Distributed computing connected components with linear communication cost
Xing Feng,Lijun Chang,Xuemin Lin,Lu Qin,Wenjie Zhang,Long Yuan
DOI: https://doi.org/10.1007/s10619-018-7232-6
IF: 0.974
2018-01-01
Distributed and Parallel Databases
Abstract:The paper studies three fundamental problems in graph analytics, computing connected components ( CC s), biconnected components ( BCC s), and 2-edge-connected components ( ECC s) of a graph. With the recent advent of big data, developing efficient distributed algorithms for computing CC s, BCC s and ECC s of a big graph has received increasing interests.
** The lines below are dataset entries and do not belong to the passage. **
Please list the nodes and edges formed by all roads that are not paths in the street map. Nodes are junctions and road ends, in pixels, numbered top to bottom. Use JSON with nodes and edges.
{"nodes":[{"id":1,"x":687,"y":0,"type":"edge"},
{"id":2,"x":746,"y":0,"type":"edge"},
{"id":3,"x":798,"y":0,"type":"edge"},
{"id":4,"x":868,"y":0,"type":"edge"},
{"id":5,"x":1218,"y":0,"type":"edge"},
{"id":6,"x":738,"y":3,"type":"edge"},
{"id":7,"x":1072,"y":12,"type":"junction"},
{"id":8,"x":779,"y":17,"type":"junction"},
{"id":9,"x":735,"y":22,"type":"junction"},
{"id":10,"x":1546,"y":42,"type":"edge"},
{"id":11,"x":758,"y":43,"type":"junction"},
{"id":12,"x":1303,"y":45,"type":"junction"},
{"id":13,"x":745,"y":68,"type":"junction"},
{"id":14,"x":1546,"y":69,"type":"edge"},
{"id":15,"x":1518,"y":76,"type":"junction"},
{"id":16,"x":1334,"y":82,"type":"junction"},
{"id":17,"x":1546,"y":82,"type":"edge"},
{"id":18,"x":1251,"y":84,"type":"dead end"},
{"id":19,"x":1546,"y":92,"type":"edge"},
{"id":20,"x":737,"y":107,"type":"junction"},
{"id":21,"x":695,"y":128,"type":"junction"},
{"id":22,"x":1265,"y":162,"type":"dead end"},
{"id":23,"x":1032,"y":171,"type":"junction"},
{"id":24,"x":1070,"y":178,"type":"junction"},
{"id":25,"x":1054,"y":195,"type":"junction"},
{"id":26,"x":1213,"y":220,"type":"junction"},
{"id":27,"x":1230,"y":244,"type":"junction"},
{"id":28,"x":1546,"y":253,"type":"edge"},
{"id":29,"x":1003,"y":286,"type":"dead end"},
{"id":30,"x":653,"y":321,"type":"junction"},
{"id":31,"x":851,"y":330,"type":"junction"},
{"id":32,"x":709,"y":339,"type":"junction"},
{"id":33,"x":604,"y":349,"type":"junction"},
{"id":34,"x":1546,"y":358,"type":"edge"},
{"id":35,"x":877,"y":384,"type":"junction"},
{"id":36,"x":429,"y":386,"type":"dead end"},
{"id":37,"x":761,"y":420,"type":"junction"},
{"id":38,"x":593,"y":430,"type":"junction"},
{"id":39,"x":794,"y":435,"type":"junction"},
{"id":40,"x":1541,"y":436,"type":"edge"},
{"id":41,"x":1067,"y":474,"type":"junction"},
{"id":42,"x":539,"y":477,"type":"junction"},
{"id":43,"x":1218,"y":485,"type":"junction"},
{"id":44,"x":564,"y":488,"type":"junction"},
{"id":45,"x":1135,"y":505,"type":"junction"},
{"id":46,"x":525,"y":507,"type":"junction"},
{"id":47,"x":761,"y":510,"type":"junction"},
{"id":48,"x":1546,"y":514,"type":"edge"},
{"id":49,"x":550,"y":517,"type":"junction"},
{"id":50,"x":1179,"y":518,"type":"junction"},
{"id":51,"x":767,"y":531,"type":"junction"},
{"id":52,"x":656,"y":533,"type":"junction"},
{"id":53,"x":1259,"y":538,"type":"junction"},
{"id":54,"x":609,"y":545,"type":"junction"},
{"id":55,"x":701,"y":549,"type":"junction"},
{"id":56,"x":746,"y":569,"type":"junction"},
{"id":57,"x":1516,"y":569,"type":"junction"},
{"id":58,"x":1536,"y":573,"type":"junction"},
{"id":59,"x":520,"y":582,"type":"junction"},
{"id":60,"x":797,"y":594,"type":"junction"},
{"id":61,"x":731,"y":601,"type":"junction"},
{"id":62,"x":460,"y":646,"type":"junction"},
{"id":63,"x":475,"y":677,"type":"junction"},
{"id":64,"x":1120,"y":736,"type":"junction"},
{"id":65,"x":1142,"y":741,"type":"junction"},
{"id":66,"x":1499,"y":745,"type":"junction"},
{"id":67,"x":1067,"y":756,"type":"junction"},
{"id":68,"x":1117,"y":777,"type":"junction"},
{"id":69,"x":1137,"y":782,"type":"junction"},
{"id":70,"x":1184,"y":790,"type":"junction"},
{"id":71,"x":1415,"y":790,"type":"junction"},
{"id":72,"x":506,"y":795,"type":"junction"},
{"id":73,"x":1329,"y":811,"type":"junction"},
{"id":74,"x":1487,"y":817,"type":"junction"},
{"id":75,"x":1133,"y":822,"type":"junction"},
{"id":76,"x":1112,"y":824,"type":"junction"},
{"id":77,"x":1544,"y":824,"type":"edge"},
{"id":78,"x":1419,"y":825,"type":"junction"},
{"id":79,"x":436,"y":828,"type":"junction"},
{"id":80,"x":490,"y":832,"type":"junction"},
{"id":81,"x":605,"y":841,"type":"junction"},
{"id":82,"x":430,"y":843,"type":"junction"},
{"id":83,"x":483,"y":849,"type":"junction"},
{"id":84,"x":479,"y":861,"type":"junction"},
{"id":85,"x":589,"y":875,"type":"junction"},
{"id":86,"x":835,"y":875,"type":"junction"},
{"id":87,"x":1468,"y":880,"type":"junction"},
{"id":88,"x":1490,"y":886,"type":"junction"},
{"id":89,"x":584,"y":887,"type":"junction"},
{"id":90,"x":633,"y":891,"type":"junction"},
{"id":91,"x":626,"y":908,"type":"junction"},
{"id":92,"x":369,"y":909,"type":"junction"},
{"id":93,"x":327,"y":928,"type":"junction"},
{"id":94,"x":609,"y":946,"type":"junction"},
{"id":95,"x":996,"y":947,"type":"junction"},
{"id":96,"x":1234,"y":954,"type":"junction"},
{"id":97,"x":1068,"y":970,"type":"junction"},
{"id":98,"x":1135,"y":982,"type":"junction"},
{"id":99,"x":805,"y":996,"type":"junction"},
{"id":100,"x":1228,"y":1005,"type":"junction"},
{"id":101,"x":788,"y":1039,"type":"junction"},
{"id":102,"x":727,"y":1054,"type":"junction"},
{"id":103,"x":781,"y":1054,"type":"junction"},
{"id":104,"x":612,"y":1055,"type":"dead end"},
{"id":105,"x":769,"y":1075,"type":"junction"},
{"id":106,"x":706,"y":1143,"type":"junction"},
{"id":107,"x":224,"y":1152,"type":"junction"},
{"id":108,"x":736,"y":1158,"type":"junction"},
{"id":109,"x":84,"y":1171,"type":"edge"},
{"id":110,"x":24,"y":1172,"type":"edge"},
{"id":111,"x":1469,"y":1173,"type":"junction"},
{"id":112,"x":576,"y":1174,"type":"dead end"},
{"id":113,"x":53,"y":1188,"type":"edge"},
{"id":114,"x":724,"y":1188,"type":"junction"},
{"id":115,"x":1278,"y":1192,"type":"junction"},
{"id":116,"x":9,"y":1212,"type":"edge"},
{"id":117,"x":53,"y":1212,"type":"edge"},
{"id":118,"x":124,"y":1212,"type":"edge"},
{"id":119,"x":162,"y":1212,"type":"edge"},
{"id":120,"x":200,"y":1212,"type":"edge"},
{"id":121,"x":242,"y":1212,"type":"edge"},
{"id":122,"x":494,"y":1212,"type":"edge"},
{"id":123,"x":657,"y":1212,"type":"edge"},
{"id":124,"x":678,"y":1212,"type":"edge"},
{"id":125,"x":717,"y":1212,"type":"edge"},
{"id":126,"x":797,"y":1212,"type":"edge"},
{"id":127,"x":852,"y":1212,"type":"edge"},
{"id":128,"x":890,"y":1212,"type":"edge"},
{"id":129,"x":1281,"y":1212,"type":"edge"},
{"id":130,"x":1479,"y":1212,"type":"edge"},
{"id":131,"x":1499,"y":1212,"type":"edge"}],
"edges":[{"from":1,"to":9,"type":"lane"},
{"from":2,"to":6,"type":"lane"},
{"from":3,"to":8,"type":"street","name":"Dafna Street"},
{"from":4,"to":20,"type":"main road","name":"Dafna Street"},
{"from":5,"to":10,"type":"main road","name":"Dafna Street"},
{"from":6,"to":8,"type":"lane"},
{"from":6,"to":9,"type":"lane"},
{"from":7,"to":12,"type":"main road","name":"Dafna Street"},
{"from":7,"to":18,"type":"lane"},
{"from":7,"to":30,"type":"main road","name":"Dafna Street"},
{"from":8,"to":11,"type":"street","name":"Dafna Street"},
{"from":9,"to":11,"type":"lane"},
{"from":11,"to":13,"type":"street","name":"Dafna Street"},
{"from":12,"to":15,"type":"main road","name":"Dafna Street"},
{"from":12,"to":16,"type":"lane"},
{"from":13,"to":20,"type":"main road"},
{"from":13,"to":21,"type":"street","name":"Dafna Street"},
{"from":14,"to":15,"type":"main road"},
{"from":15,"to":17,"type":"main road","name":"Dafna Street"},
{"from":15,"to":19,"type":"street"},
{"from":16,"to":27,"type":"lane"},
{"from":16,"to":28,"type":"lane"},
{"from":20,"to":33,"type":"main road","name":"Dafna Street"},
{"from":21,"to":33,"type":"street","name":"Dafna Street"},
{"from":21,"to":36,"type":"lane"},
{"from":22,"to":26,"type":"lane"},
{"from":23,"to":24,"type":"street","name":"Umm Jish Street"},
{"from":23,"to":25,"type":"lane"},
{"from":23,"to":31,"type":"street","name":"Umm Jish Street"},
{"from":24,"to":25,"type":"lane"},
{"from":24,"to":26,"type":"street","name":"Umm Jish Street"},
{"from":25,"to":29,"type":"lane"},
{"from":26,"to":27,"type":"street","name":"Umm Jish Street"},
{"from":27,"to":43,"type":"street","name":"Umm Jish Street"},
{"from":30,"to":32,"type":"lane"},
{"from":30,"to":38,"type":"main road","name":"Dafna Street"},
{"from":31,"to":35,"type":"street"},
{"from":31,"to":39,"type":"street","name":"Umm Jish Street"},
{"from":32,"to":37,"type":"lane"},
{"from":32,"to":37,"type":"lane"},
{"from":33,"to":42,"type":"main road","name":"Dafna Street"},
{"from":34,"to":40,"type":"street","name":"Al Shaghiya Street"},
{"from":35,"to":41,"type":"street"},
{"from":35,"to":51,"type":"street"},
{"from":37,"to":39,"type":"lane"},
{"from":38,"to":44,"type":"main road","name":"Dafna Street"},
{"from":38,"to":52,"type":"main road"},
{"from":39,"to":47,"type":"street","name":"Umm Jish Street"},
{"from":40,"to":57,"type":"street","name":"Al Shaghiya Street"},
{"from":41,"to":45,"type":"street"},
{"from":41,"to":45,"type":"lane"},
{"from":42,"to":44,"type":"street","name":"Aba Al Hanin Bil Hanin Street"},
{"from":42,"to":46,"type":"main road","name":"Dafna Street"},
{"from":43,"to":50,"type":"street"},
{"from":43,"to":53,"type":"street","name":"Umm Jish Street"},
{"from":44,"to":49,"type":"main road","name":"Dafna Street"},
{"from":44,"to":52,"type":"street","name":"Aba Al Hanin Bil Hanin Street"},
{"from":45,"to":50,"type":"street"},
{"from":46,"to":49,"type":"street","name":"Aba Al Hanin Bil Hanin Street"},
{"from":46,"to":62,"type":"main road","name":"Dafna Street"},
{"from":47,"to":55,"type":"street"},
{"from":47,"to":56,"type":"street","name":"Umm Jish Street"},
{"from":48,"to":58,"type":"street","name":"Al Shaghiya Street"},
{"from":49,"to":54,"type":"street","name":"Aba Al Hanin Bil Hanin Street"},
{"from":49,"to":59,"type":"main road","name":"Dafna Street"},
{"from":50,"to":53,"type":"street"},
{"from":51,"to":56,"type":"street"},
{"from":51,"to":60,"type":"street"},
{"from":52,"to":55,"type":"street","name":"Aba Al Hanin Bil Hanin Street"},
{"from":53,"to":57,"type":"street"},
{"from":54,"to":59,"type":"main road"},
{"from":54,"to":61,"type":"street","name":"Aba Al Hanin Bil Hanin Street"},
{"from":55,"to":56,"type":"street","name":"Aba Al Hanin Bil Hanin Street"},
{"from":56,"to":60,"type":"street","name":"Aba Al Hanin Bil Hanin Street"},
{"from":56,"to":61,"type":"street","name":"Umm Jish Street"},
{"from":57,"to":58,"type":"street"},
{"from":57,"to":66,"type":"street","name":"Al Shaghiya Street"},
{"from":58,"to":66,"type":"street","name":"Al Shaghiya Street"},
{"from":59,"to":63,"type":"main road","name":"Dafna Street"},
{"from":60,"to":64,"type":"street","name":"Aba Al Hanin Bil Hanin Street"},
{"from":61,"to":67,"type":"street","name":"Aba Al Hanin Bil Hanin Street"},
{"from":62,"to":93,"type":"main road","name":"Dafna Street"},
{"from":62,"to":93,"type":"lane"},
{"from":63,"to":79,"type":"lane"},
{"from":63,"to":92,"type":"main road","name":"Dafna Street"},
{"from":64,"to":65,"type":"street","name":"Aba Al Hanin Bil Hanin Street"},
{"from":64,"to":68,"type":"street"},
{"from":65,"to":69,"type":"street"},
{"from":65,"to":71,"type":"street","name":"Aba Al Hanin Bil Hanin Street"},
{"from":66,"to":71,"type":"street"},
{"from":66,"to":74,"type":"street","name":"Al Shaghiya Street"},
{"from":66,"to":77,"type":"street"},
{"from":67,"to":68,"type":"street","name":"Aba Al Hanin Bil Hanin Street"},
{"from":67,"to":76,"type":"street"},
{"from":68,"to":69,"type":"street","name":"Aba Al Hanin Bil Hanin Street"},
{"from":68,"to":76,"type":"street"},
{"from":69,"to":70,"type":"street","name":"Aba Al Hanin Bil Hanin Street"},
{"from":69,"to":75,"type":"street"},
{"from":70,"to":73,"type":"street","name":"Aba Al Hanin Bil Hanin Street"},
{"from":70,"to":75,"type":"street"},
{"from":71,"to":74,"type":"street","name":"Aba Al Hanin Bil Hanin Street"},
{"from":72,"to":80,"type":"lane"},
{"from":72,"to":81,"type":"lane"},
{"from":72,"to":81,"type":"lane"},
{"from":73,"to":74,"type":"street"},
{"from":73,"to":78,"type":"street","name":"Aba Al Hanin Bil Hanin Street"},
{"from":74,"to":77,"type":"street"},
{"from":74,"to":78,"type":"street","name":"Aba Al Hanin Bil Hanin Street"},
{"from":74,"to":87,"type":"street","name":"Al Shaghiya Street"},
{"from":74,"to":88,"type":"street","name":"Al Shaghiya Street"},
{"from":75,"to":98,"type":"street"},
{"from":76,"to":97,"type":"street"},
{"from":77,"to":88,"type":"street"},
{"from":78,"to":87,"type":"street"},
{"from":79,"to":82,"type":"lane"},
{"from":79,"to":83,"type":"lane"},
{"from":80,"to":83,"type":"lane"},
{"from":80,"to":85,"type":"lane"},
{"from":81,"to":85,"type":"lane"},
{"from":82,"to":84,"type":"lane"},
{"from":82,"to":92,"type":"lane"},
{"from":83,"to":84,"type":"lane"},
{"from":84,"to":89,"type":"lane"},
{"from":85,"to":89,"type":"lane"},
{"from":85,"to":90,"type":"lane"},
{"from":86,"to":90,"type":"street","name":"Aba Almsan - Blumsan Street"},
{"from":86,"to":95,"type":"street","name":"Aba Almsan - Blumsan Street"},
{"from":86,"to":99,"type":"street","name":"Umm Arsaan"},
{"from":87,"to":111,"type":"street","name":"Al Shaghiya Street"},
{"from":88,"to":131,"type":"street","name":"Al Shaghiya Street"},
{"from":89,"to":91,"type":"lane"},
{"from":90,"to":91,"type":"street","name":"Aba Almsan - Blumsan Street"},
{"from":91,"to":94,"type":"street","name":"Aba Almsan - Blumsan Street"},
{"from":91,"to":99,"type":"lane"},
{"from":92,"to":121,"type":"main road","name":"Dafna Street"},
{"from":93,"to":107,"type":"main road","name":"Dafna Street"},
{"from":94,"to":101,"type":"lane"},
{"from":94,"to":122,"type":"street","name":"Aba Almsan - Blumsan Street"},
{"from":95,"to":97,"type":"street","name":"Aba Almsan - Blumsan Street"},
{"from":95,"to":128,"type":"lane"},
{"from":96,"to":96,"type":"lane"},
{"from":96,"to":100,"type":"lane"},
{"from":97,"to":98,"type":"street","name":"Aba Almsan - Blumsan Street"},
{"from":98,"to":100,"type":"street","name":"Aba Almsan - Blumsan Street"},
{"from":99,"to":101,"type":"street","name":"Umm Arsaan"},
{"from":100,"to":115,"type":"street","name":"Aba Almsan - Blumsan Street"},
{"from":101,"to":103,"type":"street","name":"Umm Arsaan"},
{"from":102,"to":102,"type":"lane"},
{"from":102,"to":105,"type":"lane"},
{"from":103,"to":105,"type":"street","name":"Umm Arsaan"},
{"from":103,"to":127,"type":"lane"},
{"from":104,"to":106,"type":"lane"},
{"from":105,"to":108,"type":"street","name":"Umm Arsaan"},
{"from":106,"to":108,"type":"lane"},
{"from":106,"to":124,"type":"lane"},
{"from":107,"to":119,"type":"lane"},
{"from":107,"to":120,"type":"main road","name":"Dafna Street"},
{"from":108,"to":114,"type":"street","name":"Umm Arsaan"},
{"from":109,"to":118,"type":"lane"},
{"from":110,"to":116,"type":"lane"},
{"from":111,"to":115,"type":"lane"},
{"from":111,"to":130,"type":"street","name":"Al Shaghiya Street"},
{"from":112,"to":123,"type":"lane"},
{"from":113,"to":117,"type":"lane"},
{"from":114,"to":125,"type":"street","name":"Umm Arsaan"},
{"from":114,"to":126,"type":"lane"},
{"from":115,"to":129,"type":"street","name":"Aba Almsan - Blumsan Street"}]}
As with the existing research efforts, we focus on the Pregel programming model, while the techniques may be extended to other programming models including MapReduce and Spark . The state-of-the-art techniques for computing CCs and BCCs in Pregel incur O(m×#supersteps) total costs for both data communication and computation, where m is the number of edges in a graph and #supersteps is the number of supersteps. Since the network communication speed is usually much slower than the computation speed, communication costs are the dominant costs of the total running time in the existing techniques. In this paper, we propose a new paradigm based on graph decomposition to compute CC s and BCC s with O ( m ) total communication cost. The total computation costs of our techniques are also smaller than that of the existing techniques in practice, though theoretically almost the same. Moreover, we also study distributed computing ECC s. We are the first to study this problem and an approach with O ( m ) total communication cost is proposed. Comprehensive empirical studies demonstrate that our approaches can outperform the existing techniques by one order of magnitude regarding the total running time.